The most famous tragedies of Sophocles “Antigone” and “Oedipus the King” have a great value in the world literature. A compositional unity of these tragedies, the means of characterization, and the dialogues of the heroes are the reasons of this value.
They are a source of inspiration of artists, musicians during all the times. The conflicts of the plays are filled with passions and sufferings of the main characters that embody an ideal of personality. They live their lives in constant struggle and at the end of the tragedies they remain victors because they realize their deeds.In spite of the unlimited power of gods Sophocles values a man who acts consciously and who are ready to give a response to his actions most of all.
He describes a person with dignity, a person that everyone should be. Oedipus and Creon At the beginning of the play Oedipus is described as a clever and generous ruler who takes care of his nation and is loved by it. Creon is another person. He has tyrannical qualities.
He is convinced that the state is his ownership and he can do all possible and impossible deeds.The development of these characters’ fates and changes of their personalities can’t but impress. Oedipus wants to know who killed the king and he doesn’t stop even when he begins to guess the truth. He lost the battle with gods but he is not defeated.
Oedipus finds his way to justice by making himself blind. This self-punishment happens because he blames himself that he was not able to see the truth. He also thinks that he is not deserving of seeing his parents, who were profaned by his crime.How could my eyes, when I went down into that black, sightless place beneath the earth, the place where the dead go down, how, how could I have looked at anything, with what human eyes could I have gazed on my father, on my mother-oh gods, my mother! What I did against those two not even strangling could punish. ” (Sophocles 1988) By this action he remains a majestic and a fundamental character. Creon’s nature is developing in another way.
He was also “blind” but only because of his own decision to neglect the laws. He understands that the punishment he obtained resulted from his conscious activity.In spite of the fact that Creon remains alive he seems to be spiritually dead. His guilt caused the hardest suffering. “Take me away, a poor fool.
I killed you both, son and wife. No, nowhere to look, not to lean, but slides from my hands. It leaps on me, it crushes. (Sophocles, 1989) The functions of chorus The songs of chorus play a significant role at these tragedies. With the help of chorus the dialogue between the character and the reader or the audience occurs. The author reveals his own thoughts and makes a conclusion by the songs: “Happiness and peace, they were not yours nless at death you can look back on your life and say I lived, I did not suffer.

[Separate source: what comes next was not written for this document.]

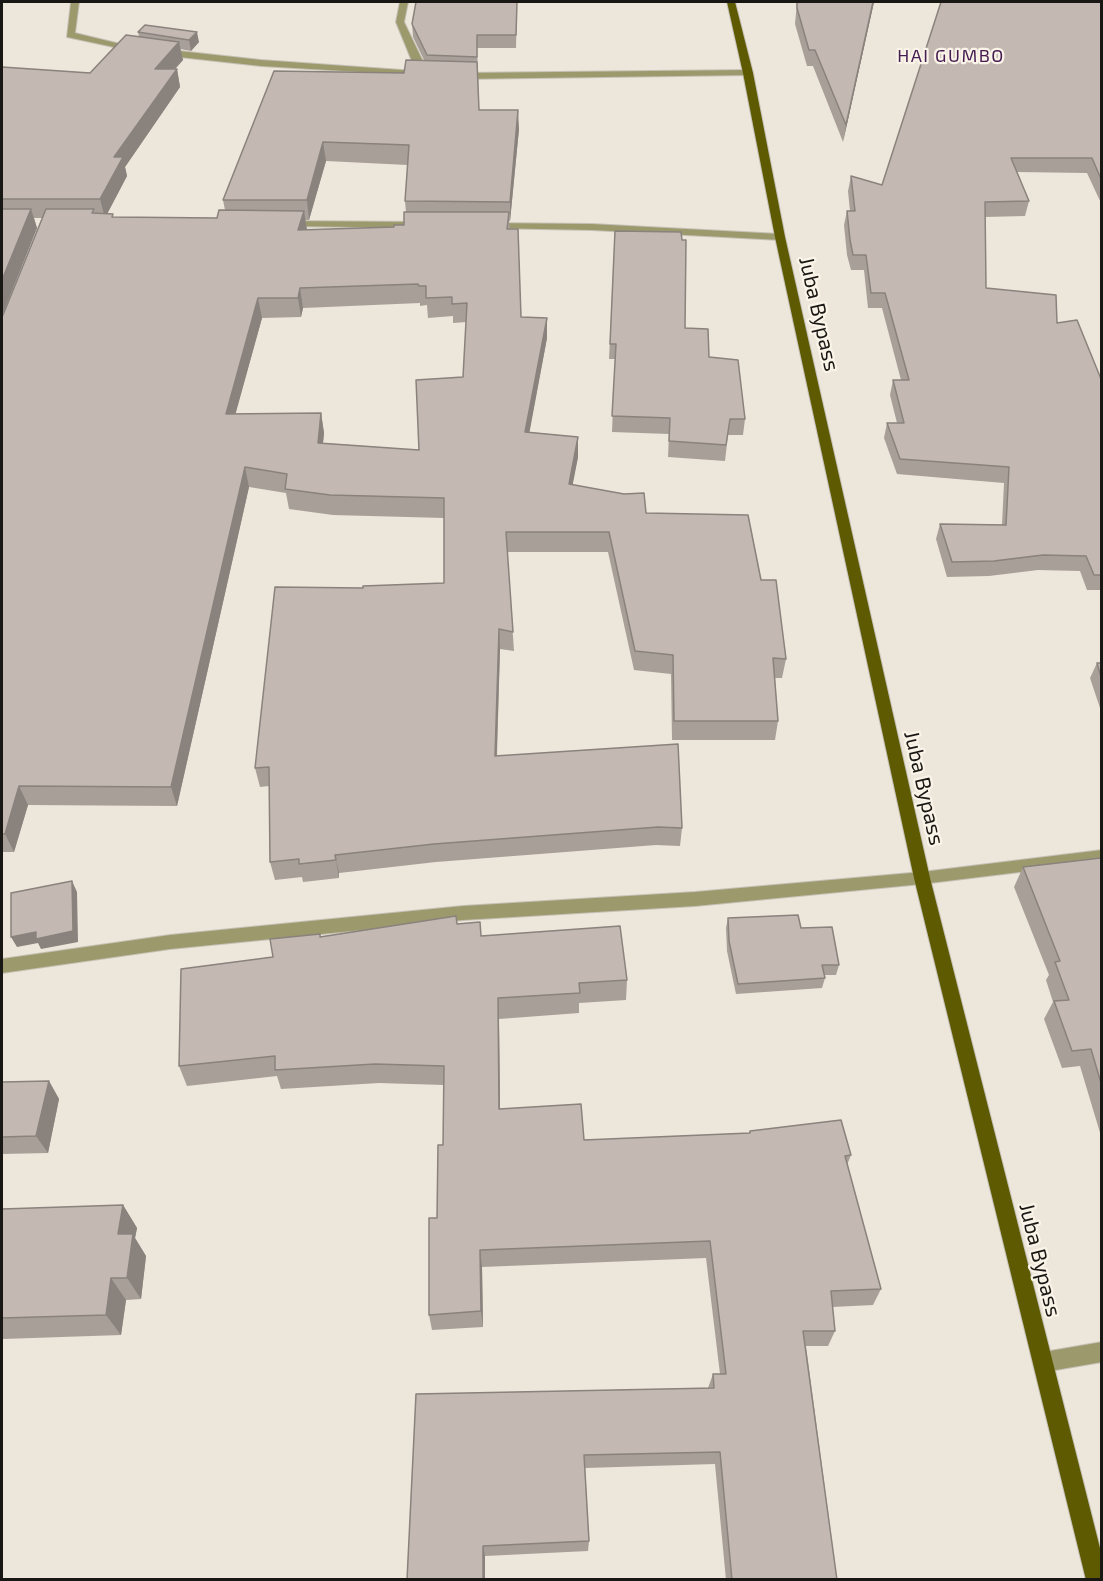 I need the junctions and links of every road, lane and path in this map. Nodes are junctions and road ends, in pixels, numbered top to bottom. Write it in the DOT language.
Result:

” (Sophocles 1988)The songs of chorus are also necessary in order to understand the ideas and the main conflict. For example, at the beginning of “Antigone” chorus is singing about a man, his power and various talents. Stating that a man can everything, the chorus changes its mood and remembers that there is the thing that a man can’t overcome. It is the laws of gods and first of all the law of death that demands resignation and absolute respect. So, the chorus makes ready the further development of the action and the evaluation of the characters.Moral law versus human law; fate versus freewill.
In Sophokles' time the Greeks believed that the fate of an individual was bound up with one's daimon, a divinity who presides over the happiness or misery of that person's life. The Greek word for happiness, eudaimonia, literally meaning “well daimoned, ” suggests that a person so blessed is divinely and perhaps permanently protected. But a daimon could just as often devastate an individual or an entire family. In Oedipus the King the intimate and personal divinity who strikes Oedipus blow after deadly blow is a daimon – a kind of executioner who does Fate's bidding.I think that Oedipus can be called a victim of fate, because it was a real tragedy for him to find himself a murderer of his own father.
Oedipus’ destiny is the symbol of inconstancy of human happiness and limited nature of human knowledge. The main conflict of the “Antigone” is developing when Creon wants the Polinique’s body be hurled to dogs, because he betrayed his family. Antigone doesn’t agree with him and says that there is a duty of people who are alive to bury the body in a right way. When she is making devotions to his brother she is captured.
It was she who said to Creon that there are two types of laws: the moral ones – the laws of gods – and the human ones. She is sure that the first is the most important and she is eager to die in order to execute this law. But Creon is on the other side and his opinion consists in common subordination to the ruler, even if the ruler demands the actions which are unlawful. Sophocles denounces Creon and condemns him to punishment, because he ignored the laws of life and death. Creon looses his wife and son.